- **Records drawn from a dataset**
┌──

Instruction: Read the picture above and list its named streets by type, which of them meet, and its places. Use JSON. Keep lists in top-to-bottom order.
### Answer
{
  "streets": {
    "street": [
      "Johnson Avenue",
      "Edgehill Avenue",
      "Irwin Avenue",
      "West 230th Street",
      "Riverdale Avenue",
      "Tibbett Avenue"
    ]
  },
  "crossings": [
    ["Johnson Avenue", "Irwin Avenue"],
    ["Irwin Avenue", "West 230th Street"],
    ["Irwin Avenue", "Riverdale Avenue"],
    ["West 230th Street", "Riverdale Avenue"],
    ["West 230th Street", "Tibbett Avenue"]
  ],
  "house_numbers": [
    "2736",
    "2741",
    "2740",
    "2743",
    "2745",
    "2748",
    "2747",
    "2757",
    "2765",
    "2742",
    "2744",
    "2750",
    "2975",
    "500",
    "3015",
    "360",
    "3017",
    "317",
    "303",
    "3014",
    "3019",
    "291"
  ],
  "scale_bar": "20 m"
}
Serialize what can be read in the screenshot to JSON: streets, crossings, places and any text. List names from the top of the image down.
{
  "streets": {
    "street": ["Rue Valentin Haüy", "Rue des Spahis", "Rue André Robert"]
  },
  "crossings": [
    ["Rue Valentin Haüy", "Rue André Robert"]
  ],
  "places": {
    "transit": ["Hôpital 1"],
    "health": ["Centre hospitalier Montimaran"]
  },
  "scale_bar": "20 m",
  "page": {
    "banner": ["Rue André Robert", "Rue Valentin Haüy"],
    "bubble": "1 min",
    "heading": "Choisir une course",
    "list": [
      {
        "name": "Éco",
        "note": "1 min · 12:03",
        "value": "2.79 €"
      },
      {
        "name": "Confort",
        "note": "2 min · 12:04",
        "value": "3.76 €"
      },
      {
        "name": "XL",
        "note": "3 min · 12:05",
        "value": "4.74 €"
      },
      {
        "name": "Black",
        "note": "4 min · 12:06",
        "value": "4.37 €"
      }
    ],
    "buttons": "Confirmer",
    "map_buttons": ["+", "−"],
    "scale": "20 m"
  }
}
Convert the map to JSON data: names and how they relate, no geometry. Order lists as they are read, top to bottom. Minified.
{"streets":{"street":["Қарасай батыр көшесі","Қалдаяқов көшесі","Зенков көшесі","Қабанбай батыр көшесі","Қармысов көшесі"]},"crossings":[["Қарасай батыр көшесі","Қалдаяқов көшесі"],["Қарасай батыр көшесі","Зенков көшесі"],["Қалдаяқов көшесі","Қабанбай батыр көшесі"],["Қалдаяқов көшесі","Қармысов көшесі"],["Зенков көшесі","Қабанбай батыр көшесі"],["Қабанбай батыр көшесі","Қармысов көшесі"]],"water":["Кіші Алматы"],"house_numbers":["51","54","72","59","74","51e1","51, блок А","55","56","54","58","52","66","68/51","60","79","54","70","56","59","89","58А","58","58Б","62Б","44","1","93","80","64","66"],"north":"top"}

└──

- **Assignment**
Nothing should be left out: return all of the records exactly.

- **Answer below**
Instruction: Read the picture above and list its named streets by type, which of them meet, and its places. Use JSON. Keep lists in top-to-bottom order.
### Answer
{
  "streets": {
    "street": [
      "Johnson Avenue",
      "Edgehill Avenue",
      "Irwin Avenue",
      "West 230th Street",
      "Riverdale Avenue",
      "Tibbett Avenue"
    ]
  },
  "crossings": [
    ["Johnson Avenue", "Irwin Avenue"],
    ["Irwin Avenue", "West 230th Street"],
    ["Irwin Avenue", "Riverdale Avenue"],
    ["West 230th Street", "Riverdale Avenue"],
    ["West 230th Street", "Tibbett Avenue"]
  ],
  "house_numbers": [
    "2736",
    "2741",
    "2740",
    "2743",
    "2745",
    "2748",
    "2747",
    "2757",
    "2765",
    "2742",
    "2744",
    "2750",
    "2975",
    "500",
    "3015",
    "360",
    "3017",
    "317",
    "303",
    "3014",
    "3019",
    "291"
  ],
  "scale_bar": "20 m"
}
Serialize what can be read in the screenshot to JSON: streets, crossings, places and any text. List names from the top of the image down.
{
  "streets": {
    "street": ["Rue Valentin Haüy", "Rue des Spahis", "Rue André Robert"]
  },
  "crossings": [
    ["Rue Valentin Haüy", "Rue André Robert"]
  ],
  "places": {
    "transit": ["Hôpital 1"],
    "health": ["Centre hospitalier Montimaran"]
  },
  "scale_bar": "20 m",
  "page": {
    "banner": ["Rue André Robert", "Rue Valentin Haüy"],
    "bubble": "1 min",
    "heading": "Choisir une course",
    "list": [
      {
        "name": "Éco",
        "note": "1 min · 12:03",
        "value": "2.79 €"
      },
      {
        "name": "Confort",
        "note": "2 min · 12:04",
        "value": "3.76 €"
      },
      {
        "name": "XL",
        "note": "3 min · 12:05",
        "value": "4.74 €"
      },
      {
        "name": "Black",
        "note": "4 min · 12:06",
        "value": "4.37 €"
      }
    ],
    "buttons": "Confirmer",
    "map_buttons": ["+", "−"],
    "scale": "20 m"
  }
}
Convert the map to JSON data: names and how they relate, no geometry. Order lists as they are read, top to bottom. Minified.
{"streets":{"street":["Қарасай батыр көшесі","Қалдаяқов көшесі","Зенков көшесі","Қабанбай батыр көшесі","Қармысов көшесі"]},"crossings":[["Қарасай батыр көшесі","Қалдаяқов көшесі"],["Қарасай батыр көшесі","Зенков көшесі"],["Қалдаяқов көшесі","Қабанбай батыр көшесі"],["Қалдаяқов көшесі","Қармысов көшесі"],["Зенков көшесі","Қабанбай батыр көшесі"],["Қабанбай батыр көшесі","Қармысов көшесі"]],"water":["Кіші Алматы"],"house_numbers":["51","54","72","59","74","51e1","51, блок А","55","56","54","58","52","66","68/51","60","79","54","70","56","59","89","58А","58","58Б","62Б","44","1","93","80","64","66"],"north":"top"}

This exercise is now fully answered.